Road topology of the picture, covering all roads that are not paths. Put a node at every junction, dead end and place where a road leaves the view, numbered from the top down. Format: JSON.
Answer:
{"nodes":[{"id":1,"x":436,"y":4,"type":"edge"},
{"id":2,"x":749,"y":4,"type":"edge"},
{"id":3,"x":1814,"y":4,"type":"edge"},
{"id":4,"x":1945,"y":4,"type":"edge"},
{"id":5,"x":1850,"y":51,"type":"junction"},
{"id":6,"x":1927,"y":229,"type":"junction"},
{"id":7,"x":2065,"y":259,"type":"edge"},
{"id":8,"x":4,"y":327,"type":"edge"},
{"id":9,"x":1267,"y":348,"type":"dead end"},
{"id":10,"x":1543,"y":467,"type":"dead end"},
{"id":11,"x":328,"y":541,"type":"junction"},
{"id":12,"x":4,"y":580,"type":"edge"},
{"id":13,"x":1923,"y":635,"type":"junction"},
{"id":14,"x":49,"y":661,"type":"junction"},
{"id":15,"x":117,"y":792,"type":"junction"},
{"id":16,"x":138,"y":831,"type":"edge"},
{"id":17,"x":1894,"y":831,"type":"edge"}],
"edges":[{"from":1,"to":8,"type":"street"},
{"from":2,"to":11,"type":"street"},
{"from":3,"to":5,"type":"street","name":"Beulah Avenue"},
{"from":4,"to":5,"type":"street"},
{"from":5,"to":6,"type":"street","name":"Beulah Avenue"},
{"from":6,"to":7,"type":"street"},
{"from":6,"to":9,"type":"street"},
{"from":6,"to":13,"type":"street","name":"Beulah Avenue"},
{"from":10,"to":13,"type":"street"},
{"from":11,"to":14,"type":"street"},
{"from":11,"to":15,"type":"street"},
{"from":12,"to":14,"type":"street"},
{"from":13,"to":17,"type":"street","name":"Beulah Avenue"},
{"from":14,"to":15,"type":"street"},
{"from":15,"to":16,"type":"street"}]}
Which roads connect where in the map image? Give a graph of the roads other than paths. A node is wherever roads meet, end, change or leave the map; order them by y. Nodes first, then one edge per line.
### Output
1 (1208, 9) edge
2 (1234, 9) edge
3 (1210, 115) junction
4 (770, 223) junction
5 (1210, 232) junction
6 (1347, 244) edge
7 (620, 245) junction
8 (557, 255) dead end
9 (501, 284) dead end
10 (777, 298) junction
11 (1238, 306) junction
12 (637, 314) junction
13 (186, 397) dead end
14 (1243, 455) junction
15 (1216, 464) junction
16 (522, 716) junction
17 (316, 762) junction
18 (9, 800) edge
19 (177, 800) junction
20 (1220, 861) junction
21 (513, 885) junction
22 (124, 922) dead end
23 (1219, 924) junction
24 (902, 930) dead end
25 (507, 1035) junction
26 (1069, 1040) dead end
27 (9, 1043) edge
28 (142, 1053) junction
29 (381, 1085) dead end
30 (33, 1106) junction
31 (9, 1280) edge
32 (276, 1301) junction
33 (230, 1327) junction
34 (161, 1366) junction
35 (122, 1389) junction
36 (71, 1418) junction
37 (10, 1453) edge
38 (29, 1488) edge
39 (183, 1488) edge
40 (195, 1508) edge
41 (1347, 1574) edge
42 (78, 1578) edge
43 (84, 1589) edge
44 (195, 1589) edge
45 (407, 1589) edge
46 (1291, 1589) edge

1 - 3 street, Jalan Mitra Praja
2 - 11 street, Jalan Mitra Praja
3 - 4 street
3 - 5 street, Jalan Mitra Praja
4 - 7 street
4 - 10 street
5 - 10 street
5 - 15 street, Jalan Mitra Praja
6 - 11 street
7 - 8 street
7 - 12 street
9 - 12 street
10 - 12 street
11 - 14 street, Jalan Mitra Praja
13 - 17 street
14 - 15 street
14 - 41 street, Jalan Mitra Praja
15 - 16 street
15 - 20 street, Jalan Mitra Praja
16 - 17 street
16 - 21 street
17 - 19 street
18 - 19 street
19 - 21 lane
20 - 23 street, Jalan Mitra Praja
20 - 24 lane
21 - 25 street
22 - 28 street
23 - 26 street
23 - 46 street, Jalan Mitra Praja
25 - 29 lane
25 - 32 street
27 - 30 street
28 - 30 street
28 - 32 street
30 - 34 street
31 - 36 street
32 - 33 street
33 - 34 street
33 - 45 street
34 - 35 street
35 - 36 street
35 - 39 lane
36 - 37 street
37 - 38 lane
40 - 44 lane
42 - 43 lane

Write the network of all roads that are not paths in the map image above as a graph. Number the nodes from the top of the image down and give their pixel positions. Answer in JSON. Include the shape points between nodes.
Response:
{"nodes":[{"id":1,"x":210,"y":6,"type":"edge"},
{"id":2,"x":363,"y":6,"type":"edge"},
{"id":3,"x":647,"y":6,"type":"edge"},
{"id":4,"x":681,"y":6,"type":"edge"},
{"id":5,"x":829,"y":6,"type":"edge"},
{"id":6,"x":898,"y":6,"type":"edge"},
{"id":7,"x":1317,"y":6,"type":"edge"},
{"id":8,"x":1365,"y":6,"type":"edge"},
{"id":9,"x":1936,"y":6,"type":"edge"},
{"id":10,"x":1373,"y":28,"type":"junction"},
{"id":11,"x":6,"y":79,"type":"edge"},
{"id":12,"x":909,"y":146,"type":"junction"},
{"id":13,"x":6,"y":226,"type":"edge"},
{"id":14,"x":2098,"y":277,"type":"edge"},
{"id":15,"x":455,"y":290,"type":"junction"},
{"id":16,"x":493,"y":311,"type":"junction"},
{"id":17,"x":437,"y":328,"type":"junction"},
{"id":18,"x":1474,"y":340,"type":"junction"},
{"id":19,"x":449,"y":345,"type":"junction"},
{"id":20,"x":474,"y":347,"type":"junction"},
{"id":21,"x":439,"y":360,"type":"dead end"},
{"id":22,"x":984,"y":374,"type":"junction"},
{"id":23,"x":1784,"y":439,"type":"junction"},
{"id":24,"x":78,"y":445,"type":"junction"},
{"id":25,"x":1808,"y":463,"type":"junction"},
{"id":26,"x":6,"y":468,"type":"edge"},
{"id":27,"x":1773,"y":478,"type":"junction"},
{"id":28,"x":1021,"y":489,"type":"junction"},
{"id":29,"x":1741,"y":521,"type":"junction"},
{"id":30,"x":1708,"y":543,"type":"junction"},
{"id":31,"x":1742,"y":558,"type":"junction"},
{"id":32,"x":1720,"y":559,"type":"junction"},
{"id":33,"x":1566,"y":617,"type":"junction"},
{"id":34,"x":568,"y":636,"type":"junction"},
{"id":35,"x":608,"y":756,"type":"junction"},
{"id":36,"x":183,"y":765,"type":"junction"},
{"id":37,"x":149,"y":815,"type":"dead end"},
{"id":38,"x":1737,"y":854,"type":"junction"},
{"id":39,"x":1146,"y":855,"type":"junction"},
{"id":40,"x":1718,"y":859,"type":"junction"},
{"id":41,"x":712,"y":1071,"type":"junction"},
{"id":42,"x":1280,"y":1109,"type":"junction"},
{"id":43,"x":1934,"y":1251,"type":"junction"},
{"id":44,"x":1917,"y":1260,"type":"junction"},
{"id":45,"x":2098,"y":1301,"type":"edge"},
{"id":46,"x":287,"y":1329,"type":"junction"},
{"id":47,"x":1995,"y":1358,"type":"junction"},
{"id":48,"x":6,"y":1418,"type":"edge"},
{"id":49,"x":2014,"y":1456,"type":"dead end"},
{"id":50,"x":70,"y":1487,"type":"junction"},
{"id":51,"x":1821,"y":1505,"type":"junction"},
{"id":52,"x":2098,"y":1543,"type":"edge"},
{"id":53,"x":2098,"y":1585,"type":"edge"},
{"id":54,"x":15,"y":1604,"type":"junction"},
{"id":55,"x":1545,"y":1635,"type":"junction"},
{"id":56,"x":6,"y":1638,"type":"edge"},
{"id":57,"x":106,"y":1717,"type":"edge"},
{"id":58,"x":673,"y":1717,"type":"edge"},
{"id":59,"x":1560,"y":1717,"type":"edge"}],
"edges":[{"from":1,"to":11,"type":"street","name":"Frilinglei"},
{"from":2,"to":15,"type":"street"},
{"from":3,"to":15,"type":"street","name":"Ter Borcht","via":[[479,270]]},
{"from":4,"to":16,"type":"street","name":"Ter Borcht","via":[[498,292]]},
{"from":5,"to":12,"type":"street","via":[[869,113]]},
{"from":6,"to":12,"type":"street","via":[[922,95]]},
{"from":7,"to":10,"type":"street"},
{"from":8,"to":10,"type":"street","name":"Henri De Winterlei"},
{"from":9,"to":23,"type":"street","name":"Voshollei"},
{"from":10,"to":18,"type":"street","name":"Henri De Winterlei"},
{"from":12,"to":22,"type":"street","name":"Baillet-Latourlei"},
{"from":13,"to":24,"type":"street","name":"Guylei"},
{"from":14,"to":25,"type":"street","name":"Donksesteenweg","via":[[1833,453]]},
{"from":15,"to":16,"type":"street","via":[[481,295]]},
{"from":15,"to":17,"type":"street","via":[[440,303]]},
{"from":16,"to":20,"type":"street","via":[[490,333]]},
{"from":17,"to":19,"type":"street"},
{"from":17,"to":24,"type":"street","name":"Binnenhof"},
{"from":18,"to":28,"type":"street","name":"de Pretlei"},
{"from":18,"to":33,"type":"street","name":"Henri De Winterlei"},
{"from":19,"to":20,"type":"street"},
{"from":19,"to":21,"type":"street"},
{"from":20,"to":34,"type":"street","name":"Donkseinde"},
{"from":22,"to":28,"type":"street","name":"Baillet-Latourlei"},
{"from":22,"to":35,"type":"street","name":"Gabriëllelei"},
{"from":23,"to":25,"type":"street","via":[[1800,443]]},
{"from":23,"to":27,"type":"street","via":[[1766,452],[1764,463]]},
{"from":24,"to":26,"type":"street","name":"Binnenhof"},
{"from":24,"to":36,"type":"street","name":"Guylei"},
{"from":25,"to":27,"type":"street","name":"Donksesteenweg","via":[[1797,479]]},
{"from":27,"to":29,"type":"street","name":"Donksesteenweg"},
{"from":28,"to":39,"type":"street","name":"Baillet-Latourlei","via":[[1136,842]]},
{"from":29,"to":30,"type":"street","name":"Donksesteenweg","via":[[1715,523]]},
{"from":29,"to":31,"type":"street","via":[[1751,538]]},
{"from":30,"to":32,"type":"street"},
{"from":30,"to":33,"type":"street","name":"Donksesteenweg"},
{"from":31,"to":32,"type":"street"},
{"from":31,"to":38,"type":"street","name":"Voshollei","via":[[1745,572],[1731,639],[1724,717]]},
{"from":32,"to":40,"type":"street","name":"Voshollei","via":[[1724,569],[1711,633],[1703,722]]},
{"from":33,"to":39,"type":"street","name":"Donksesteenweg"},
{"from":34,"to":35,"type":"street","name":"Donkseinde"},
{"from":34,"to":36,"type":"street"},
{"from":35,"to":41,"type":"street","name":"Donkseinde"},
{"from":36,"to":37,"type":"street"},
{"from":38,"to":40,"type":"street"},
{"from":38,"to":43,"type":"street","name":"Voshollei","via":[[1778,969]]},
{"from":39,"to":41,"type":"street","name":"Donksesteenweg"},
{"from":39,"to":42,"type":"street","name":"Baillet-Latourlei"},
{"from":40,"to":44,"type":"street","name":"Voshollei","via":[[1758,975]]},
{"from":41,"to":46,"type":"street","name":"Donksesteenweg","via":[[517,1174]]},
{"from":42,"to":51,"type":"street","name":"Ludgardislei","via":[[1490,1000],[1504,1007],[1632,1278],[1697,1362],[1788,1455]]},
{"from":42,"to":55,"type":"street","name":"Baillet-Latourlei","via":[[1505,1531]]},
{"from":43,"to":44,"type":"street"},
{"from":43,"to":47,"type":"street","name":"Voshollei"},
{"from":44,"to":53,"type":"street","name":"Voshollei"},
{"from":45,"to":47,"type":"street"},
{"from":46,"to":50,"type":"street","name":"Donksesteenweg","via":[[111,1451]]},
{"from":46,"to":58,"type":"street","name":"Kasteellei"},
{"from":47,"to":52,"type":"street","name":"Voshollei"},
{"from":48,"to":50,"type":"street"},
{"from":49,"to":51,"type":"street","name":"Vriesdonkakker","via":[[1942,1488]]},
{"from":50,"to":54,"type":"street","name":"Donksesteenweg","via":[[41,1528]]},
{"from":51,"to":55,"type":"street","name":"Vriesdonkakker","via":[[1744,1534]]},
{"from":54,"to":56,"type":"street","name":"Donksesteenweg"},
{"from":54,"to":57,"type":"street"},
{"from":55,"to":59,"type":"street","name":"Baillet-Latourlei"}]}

= = = =

#### Brief:
Reproduce the listing word for word from its first line up to and including the line with "Which roads connect". Give no other lines.

#### Result of the exercise:
Road topology of the picture, covering all roads that are not paths. Put a node at every junction, dead end and place where a road leaves the view, numbered from the top down. Format: JSON.
Answer:
{"nodes":[{"id":1,"x":436,"y":4,"type":"edge"},
{"id":2,"x":749,"y":4,"type":"edge"},
{"id":3,"x":1814,"y":4,"type":"edge"},
{"id":4,"x":1945,"y":4,"type":"edge"},
{"id":5,"x":1850,"y":51,"type":"junction"},
{"id":6,"x":1927,"y":229,"type":"junction"},
{"id":7,"x":2065,"y":259,"type":"edge"},
{"id":8,"x":4,"y":327,"type":"edge"},
{"id":9,"x":1267,"y":348,"type":"dead end"},
{"id":10,"x":1543,"y":467,"type":"dead end"},
{"id":11,"x":328,"y":541,"type":"junction"},
{"id":12,"x":4,"y":580,"type":"edge"},
{"id":13,"x":1923,"y":635,"type":"junction"},
{"id":14,"x":49,"y":661,"type":"junction"},
{"id":15,"x":117,"y":792,"type":"junction"},
{"id":16,"x":138,"y":831,"type":"edge"},
{"id":17,"x":1894,"y":831,"type":"edge"}],
"edges":[{"from":1,"to":8,"type":"street"},
{"from":2,"to":11,"type":"street"},
{"from":3,"to":5,"type":"street","name":"Beulah Avenue"},
{"from":4,"to":5,"type":"street"},
{"from":5,"to":6,"type":"street","name":"Beulah Avenue"},
{"from":6,"to":7,"type":"street"},
{"from":6,"to":9,"type":"street"},
{"from":6,"to":13,"type":"street","name":"Beulah Avenue"},
{"from":10,"to":13,"type":"street"},
{"from":11,"to":14,"type":"street"},
{"from":11,"to":15,"type":"street"},
{"from":12,"to":14,"type":"street"},
{"from":13,"to":17,"type":"street","name":"Beulah Avenue"},
{"from":14,"to":15,"type":"street"},
{"from":15,"to":16,"type":"street"}]}
Which roads connect where in the map image? Give a graph of the roads other than paths. A node is wherever roads meet, end, change or leave the map; order them by y. Nodes first, then one edge per line.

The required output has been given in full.